WORK ITEM:
Below are some records; quote exactly the lines from the one that contains "Turn all roads" through the one that contains "Turn the roads", inclusive, and no others.

MATERIAL FOR THE TASK:
┄┄┄┄┄┄┄┄┄┄
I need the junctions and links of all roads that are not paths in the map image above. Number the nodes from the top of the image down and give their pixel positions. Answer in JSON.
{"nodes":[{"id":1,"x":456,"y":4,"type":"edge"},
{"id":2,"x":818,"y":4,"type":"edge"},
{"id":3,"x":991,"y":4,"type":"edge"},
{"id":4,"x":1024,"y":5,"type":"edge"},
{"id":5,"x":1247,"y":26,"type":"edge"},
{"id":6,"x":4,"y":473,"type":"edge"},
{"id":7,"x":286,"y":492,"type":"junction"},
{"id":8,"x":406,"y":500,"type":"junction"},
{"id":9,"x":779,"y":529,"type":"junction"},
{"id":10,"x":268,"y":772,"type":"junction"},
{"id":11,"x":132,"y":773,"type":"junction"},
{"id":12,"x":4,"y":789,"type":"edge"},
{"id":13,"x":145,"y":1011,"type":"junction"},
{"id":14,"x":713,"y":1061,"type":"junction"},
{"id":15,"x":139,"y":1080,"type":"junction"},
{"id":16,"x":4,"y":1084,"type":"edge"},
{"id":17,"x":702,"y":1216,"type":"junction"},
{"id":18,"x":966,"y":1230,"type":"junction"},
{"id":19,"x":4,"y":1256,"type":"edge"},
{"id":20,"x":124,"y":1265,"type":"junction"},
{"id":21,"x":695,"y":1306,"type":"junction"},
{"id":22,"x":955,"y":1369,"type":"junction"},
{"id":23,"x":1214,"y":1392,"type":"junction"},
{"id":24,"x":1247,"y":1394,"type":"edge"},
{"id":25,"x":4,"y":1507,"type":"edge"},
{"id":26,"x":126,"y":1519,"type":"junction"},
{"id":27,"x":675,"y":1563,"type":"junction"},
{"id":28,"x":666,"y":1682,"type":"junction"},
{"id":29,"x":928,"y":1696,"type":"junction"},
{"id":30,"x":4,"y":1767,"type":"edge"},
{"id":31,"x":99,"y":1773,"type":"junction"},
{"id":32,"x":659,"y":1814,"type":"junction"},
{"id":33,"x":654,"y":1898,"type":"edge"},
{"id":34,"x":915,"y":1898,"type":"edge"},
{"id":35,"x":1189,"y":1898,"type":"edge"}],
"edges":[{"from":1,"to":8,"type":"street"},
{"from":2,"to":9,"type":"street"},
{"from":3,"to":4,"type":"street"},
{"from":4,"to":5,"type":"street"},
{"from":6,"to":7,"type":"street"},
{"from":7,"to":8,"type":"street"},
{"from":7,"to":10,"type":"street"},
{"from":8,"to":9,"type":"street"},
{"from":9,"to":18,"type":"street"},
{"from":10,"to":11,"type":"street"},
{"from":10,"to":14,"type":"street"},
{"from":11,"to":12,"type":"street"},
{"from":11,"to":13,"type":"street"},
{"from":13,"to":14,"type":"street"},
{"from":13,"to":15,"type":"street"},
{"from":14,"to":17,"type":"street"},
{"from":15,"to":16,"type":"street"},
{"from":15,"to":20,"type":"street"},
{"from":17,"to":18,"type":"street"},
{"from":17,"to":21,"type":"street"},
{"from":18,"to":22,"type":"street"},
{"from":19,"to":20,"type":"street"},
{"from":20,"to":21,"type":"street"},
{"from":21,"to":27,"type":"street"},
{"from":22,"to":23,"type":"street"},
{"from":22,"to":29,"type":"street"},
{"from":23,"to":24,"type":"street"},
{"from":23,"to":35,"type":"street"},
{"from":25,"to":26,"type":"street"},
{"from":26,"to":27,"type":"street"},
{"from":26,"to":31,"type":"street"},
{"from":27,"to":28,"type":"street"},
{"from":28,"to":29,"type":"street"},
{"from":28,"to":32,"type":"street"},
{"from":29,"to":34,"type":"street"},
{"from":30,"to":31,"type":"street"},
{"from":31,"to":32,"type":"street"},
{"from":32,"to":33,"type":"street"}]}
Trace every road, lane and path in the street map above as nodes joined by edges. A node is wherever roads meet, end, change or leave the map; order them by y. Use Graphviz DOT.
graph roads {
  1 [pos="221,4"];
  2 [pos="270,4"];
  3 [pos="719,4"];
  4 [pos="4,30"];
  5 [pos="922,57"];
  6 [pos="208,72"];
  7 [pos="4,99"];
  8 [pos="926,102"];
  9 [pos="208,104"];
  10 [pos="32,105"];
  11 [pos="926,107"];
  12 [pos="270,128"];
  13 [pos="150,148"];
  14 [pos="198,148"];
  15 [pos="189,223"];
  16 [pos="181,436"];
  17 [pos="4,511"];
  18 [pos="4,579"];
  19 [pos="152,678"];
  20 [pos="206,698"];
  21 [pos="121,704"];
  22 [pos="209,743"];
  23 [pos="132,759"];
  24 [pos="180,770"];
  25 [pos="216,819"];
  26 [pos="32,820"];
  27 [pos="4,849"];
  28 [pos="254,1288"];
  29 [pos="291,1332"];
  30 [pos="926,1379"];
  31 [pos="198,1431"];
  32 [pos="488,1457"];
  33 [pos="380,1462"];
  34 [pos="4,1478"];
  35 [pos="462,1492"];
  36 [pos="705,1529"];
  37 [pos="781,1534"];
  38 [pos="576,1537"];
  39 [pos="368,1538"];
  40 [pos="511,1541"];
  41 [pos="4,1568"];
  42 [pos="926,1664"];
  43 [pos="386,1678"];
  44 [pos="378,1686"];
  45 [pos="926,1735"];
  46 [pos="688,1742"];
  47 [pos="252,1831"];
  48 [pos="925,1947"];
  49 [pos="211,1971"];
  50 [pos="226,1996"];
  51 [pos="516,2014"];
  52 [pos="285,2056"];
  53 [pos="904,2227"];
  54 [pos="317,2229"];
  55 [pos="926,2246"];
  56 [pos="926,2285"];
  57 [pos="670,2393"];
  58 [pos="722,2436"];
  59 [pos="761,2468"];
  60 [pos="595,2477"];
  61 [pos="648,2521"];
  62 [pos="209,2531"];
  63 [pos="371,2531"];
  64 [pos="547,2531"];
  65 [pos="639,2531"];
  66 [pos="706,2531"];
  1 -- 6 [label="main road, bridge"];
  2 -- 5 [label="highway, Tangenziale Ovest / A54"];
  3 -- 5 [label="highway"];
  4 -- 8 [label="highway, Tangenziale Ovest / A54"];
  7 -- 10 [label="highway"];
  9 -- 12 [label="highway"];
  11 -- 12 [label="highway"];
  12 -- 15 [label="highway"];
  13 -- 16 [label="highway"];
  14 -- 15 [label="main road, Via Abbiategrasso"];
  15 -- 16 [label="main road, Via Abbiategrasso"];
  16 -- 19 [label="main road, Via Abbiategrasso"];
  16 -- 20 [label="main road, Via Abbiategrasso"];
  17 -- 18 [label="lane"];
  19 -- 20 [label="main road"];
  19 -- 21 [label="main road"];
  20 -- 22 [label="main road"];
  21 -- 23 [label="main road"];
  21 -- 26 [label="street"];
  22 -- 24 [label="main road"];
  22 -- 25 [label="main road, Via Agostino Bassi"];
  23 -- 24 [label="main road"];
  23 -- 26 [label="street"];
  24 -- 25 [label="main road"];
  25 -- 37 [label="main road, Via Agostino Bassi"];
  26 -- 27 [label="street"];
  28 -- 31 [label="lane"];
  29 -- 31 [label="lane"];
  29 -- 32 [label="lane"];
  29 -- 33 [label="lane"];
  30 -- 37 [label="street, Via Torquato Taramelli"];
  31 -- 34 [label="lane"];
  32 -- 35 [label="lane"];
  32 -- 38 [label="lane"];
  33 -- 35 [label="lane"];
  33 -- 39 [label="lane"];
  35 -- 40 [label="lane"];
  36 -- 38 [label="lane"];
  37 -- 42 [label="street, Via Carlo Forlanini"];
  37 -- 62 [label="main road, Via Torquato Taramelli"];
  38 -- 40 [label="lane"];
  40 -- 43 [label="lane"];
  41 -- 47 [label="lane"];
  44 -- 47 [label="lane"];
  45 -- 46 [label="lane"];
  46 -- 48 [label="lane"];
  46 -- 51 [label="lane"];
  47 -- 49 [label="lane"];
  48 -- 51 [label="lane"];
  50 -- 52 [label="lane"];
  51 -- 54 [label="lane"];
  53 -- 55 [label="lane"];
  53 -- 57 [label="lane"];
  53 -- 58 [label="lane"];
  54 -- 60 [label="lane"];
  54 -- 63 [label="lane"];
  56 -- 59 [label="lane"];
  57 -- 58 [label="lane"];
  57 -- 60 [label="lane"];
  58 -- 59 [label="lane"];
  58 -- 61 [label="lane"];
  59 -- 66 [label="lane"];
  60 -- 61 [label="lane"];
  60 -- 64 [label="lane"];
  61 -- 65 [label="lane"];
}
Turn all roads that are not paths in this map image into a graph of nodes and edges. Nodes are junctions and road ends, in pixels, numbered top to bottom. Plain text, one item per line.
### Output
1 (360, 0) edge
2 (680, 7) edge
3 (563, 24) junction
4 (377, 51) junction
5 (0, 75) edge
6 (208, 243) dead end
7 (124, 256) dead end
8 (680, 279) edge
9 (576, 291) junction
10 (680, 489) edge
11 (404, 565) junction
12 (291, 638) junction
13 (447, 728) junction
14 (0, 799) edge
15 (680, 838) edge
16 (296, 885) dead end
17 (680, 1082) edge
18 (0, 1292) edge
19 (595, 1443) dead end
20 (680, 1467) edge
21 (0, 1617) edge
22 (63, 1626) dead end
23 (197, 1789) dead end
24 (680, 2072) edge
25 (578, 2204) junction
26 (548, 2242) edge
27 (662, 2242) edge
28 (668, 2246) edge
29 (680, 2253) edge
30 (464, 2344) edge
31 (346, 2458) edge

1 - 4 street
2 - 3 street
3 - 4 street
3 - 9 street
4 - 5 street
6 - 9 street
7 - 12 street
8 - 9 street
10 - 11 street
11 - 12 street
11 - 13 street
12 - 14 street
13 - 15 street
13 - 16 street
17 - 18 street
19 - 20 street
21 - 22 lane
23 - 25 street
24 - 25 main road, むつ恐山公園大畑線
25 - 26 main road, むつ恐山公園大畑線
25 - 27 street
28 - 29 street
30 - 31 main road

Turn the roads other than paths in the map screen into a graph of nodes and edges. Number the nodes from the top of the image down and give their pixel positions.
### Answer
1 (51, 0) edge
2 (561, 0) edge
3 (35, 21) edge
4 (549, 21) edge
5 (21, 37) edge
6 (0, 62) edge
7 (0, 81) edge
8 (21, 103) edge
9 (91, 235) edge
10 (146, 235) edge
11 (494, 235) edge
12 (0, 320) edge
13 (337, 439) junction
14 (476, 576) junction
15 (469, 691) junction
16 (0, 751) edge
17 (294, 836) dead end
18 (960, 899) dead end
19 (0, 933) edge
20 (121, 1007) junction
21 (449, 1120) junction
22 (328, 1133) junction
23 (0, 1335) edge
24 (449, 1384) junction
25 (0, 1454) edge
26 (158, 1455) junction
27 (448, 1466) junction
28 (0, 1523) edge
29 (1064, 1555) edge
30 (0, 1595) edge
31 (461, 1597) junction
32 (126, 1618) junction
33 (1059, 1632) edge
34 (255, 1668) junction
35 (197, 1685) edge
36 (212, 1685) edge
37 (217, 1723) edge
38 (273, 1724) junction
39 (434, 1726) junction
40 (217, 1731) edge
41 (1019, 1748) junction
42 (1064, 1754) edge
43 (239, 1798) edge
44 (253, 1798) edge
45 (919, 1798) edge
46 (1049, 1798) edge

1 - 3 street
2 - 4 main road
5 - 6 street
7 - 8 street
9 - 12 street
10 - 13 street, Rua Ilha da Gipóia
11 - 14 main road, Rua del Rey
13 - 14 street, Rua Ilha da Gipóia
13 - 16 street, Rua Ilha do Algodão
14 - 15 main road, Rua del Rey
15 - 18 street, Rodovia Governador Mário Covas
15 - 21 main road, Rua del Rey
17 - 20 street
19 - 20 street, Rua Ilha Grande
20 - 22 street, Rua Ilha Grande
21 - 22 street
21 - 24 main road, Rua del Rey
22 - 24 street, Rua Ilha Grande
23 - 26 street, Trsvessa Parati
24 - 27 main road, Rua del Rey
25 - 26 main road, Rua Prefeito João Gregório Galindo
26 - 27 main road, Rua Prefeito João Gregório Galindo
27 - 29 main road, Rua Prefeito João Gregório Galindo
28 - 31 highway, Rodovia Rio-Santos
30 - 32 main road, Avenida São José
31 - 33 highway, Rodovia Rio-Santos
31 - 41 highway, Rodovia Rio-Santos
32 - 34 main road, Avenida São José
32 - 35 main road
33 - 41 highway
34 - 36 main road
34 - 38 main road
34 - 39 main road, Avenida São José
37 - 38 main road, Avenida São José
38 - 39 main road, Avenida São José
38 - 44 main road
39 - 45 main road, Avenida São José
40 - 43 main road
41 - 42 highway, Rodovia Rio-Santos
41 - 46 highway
┄┄┄┄┄┄┄┄┄┄
EXERCISE ANSWER:
Turn all roads that are not paths in this map image into a graph of nodes and edges. Nodes are junctions and road ends, in pixels, numbered top to bottom. Plain text, one item per line.
### Output
1 (360, 0) edge
2 (680, 7) edge
3 (563, 24) junction
4 (377, 51) junction
5 (0, 75) edge
6 (208, 243) dead end
7 (124, 256) dead end
8 (680, 279) edge
9 (576, 291) junction
10 (680, 489) edge
11 (404, 565) junction
12 (291, 638) junction
13 (447, 728) junction
14 (0, 799) edge
15 (680, 838) edge
16 (296, 885) dead end
17 (680, 1082) edge
18 (0, 1292) edge
19 (595, 1443) dead end
20 (680, 1467) edge
21 (0, 1617) edge
22 (63, 1626) dead end
23 (197, 1789) dead end
24 (680, 2072) edge
25 (578, 2204) junction
26 (548, 2242) edge
27 (662, 2242) edge
28 (668, 2246) edge
29 (680, 2253) edge
30 (464, 2344) edge
31 (346, 2458) edge

1 - 4 street
2 - 3 street
3 - 4 street
3 - 9 street
4 - 5 street
6 - 9 street
7 - 12 street
8 - 9 street
10 - 11 street
11 - 12 street
11 - 13 street
12 - 14 street
13 - 15 street
13 - 16 street
17 - 18 street
19 - 20 street
21 - 22 lane
23 - 25 street
24 - 25 main road, むつ恐山公園大畑線
25 - 26 main road, むつ恐山公園大畑線
25 - 27 street
28 - 29 street
30 - 31 main road

Turn the roads other than paths in the map screen into a graph of nodes and edges. Number the nodes from the top of the image down and give their pixel positions.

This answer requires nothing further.